*YOUR TASK*: Copy out every line of the data exactly.

(Dataset entries)
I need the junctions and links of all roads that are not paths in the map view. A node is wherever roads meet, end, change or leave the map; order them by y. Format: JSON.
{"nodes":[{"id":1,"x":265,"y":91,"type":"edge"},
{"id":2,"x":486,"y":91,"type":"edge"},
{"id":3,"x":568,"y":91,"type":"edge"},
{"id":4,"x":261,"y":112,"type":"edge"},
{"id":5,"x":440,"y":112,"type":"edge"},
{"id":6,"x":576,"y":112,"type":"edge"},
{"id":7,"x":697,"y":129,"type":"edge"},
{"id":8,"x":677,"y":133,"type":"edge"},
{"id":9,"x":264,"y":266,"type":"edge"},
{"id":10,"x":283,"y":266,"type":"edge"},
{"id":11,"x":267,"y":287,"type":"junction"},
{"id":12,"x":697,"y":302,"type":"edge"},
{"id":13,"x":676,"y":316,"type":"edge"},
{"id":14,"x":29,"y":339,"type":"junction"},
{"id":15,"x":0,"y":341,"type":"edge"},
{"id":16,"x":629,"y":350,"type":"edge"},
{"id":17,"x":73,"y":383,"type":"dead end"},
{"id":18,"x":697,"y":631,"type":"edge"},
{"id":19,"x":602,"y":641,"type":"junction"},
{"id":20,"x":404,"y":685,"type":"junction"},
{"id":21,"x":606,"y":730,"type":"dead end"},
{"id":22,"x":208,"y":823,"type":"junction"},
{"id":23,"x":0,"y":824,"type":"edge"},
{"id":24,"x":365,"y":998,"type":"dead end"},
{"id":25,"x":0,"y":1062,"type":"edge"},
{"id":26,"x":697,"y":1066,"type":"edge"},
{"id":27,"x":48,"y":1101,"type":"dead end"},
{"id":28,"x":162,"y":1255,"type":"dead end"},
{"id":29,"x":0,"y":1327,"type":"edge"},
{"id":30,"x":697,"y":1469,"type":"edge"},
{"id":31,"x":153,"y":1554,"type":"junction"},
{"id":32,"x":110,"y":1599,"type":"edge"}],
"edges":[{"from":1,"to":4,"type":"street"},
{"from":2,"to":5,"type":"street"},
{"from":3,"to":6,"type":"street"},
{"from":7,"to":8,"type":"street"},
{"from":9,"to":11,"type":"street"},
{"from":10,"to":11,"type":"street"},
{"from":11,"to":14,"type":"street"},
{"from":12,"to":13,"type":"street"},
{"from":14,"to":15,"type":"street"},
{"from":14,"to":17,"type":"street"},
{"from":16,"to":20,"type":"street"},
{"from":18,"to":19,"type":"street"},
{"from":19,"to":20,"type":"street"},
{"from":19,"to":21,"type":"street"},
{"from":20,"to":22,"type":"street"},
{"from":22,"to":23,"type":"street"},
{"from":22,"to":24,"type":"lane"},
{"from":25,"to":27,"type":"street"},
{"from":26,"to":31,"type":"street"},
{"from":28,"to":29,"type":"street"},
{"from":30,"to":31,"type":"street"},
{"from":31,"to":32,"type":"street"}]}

*RESULT OF THIS TASK*:
I need the junctions and links of all roads that are not paths in the map view. A node is wherever roads meet, end, change or leave the map; order them by y. Format: JSON.
{"nodes":[{"id":1,"x":265,"y":91,"type":"edge"},
{"id":2,"x":486,"y":91,"type":"edge"},
{"id":3,"x":568,"y":91,"type":"edge"},
{"id":4,"x":261,"y":112,"type":"edge"},
{"id":5,"x":440,"y":112,"type":"edge"},
{"id":6,"x":576,"y":112,"type":"edge"},
{"id":7,"x":697,"y":129,"type":"edge"},
{"id":8,"x":677,"y":133,"type":"edge"},
{"id":9,"x":264,"y":266,"type":"edge"},
{"id":10,"x":283,"y":266,"type":"edge"},
{"id":11,"x":267,"y":287,"type":"junction"},
{"id":12,"x":697,"y":302,"type":"edge"},
{"id":13,"x":676,"y":316,"type":"edge"},
{"id":14,"x":29,"y":339,"type":"junction"},
{"id":15,"x":0,"y":341,"type":"edge"},
{"id":16,"x":629,"y":350,"type":"edge"},
{"id":17,"x":73,"y":383,"type":"dead end"},
{"id":18,"x":697,"y":631,"type":"edge"},
{"id":19,"x":602,"y":641,"type":"junction"},
{"id":20,"x":404,"y":685,"type":"junction"},
{"id":21,"x":606,"y":730,"type":"dead end"},
{"id":22,"x":208,"y":823,"type":"junction"},
{"id":23,"x":0,"y":824,"type":"edge"},
{"id":24,"x":365,"y":998,"type":"dead end"},
{"id":25,"x":0,"y":1062,"type":"edge"},
{"id":26,"x":697,"y":1066,"type":"edge"},
{"id":27,"x":48,"y":1101,"type":"dead end"},
{"id":28,"x":162,"y":1255,"type":"dead end"},
{"id":29,"x":0,"y":1327,"type":"edge"},
{"id":30,"x":697,"y":1469,"type":"edge"},
{"id":31,"x":153,"y":1554,"type":"junction"},
{"id":32,"x":110,"y":1599,"type":"edge"}],
"edges":[{"from":1,"to":4,"type":"street"},
{"from":2,"to":5,"type":"street"},
{"from":3,"to":6,"type":"street"},
{"from":7,"to":8,"type":"street"},
{"from":9,"to":11,"type":"street"},
{"from":10,"to":11,"type":"street"},
{"from":11,"to":14,"type":"street"},
{"from":12,"to":13,"type":"street"},
{"from":14,"to":15,"type":"street"},
{"from":14,"to":17,"type":"street"},
{"from":16,"to":20,"type":"street"},
{"from":18,"to":19,"type":"street"},
{"from":19,"to":20,"type":"street"},
{"from":19,"to":21,"type":"street"},
{"from":20,"to":22,"type":"street"},
{"from":22,"to":23,"type":"street"},
{"from":22,"to":24,"type":"lane"},
{"from":25,"to":27,"type":"street"},
{"from":26,"to":31,"type":"street"},
{"from":28,"to":29,"type":"street"},
{"from":30,"to":31,"type":"street"},
{"from":31,"to":32,"type":"street"}]}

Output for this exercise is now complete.